Find how many lines in the data below include the word "Uriona", then write only that number.

+++ EXTRACTED INFORMATION +++

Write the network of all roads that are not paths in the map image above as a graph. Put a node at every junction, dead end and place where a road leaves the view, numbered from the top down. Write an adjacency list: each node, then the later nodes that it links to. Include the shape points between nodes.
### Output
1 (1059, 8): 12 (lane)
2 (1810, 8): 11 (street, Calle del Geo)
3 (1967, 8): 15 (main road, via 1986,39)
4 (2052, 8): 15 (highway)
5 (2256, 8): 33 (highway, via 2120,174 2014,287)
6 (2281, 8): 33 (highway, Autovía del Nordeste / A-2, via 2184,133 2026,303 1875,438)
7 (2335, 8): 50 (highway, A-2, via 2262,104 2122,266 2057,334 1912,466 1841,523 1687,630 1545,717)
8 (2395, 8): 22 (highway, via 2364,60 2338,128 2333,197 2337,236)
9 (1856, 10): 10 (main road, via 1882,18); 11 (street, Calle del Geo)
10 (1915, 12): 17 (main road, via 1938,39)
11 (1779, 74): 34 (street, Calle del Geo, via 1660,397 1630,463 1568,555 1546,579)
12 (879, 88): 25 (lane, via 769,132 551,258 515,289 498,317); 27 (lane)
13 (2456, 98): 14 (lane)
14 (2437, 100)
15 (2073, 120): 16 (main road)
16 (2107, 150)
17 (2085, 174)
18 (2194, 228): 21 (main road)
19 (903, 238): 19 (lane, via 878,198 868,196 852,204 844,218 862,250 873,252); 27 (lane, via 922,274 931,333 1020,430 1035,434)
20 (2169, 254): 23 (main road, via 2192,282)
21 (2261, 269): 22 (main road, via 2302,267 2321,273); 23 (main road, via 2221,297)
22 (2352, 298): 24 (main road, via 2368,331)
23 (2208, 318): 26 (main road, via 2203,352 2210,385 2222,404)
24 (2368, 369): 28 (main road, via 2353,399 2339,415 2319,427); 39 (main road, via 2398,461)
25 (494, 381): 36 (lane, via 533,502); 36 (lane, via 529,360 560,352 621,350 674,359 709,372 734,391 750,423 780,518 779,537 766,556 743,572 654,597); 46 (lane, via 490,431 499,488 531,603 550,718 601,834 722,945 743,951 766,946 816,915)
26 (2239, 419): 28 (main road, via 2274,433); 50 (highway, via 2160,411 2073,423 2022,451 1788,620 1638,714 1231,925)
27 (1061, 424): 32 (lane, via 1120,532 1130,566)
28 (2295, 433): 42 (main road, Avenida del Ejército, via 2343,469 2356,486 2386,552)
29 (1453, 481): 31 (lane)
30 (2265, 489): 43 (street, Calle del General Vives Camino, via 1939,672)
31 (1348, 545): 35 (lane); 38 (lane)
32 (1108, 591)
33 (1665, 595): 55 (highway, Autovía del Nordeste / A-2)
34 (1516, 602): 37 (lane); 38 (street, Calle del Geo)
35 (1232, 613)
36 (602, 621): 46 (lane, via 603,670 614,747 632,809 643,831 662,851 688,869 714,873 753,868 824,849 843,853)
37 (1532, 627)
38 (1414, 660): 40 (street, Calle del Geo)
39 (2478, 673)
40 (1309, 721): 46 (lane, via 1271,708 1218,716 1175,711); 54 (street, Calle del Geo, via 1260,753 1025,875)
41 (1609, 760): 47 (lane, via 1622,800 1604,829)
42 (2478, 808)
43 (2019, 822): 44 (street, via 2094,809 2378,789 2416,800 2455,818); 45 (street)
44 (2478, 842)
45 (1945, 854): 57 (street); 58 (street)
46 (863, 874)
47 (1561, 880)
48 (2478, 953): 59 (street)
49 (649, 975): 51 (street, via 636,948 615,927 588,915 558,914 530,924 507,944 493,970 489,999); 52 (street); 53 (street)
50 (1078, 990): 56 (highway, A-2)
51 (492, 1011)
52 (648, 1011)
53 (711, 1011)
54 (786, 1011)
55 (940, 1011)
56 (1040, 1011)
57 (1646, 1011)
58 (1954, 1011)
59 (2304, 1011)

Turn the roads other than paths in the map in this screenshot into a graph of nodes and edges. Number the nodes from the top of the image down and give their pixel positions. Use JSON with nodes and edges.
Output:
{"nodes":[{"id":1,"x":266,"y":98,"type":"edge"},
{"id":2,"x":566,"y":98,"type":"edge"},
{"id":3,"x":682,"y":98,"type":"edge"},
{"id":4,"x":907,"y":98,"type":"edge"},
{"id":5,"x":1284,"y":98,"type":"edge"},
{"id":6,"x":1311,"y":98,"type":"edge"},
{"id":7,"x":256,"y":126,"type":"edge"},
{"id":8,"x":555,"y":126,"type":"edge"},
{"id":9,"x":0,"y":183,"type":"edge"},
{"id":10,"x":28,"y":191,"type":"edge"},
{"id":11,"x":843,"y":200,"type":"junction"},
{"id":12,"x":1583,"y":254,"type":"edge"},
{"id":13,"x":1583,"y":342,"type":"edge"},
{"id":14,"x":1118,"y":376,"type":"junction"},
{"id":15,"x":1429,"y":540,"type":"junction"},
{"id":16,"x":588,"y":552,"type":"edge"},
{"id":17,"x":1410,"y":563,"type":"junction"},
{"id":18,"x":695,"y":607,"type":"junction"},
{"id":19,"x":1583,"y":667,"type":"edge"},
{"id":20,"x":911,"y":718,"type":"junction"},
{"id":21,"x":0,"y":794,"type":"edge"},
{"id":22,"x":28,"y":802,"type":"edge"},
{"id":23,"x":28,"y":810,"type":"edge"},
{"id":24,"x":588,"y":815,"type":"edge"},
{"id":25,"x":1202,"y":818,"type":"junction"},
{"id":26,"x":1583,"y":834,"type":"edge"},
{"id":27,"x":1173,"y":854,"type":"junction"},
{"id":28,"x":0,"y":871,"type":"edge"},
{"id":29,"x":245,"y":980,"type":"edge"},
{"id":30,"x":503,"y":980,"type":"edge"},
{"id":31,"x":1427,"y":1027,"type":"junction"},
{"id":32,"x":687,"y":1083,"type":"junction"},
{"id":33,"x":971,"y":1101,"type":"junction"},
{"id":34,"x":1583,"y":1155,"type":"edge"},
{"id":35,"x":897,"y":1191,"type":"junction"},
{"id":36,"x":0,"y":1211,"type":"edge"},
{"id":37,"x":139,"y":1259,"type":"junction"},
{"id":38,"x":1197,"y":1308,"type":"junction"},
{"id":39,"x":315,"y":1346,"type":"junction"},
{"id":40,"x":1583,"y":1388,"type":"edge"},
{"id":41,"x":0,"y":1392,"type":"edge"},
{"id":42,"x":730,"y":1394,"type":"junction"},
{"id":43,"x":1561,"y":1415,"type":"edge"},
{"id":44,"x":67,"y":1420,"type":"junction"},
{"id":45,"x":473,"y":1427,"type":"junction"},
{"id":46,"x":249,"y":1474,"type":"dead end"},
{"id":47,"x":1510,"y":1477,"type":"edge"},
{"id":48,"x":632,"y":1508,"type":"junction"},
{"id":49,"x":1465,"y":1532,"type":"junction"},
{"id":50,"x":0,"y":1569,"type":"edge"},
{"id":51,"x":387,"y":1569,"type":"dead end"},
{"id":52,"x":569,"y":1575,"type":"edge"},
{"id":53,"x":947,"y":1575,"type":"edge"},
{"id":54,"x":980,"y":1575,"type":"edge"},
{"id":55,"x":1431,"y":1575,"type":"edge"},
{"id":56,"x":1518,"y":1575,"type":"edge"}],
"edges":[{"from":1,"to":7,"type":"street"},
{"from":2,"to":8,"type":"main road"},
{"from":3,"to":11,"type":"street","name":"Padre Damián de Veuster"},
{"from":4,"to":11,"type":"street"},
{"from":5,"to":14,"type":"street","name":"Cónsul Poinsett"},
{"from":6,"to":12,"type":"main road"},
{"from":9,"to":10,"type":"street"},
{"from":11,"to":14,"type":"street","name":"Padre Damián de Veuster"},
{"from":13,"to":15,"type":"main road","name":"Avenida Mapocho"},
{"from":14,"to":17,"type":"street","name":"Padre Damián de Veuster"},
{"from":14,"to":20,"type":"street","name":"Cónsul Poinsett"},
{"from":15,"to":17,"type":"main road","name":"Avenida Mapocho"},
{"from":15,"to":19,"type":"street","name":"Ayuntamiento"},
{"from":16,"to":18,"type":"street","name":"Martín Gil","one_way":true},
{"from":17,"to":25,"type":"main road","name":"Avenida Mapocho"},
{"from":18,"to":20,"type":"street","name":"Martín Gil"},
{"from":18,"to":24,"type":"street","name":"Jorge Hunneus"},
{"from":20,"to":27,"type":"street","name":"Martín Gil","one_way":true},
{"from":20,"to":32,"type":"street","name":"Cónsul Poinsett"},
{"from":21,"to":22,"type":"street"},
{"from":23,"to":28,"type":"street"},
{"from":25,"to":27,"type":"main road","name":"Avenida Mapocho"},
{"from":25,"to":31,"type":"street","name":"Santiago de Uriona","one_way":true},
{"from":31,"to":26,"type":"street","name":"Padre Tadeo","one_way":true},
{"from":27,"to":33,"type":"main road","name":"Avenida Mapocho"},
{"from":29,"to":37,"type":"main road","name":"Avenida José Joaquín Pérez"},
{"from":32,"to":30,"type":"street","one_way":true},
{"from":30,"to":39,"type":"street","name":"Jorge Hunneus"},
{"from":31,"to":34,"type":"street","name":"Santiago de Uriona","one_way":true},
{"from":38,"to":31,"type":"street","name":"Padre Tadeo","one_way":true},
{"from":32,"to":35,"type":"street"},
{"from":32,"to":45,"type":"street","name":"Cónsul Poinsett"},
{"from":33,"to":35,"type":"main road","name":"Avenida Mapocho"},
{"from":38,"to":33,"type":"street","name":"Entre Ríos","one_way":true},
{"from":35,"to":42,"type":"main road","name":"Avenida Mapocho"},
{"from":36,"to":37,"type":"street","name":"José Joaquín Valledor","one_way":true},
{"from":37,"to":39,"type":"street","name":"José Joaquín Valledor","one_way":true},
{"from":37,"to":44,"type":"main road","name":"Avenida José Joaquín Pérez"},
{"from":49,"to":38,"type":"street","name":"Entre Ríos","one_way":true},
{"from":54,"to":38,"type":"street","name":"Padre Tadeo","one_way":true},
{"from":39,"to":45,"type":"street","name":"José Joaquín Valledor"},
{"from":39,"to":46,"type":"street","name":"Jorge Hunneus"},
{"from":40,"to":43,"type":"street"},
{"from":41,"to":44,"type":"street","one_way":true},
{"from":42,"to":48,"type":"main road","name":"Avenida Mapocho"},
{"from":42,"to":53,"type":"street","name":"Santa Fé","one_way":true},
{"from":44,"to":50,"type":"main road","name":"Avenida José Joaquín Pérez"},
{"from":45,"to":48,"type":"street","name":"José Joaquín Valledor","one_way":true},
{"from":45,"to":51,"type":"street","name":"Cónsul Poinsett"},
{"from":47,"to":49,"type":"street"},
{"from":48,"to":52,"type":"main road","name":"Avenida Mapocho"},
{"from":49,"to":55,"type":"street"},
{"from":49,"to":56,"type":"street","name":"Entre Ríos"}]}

+++

RESULT FOR THIS EXERCISE
2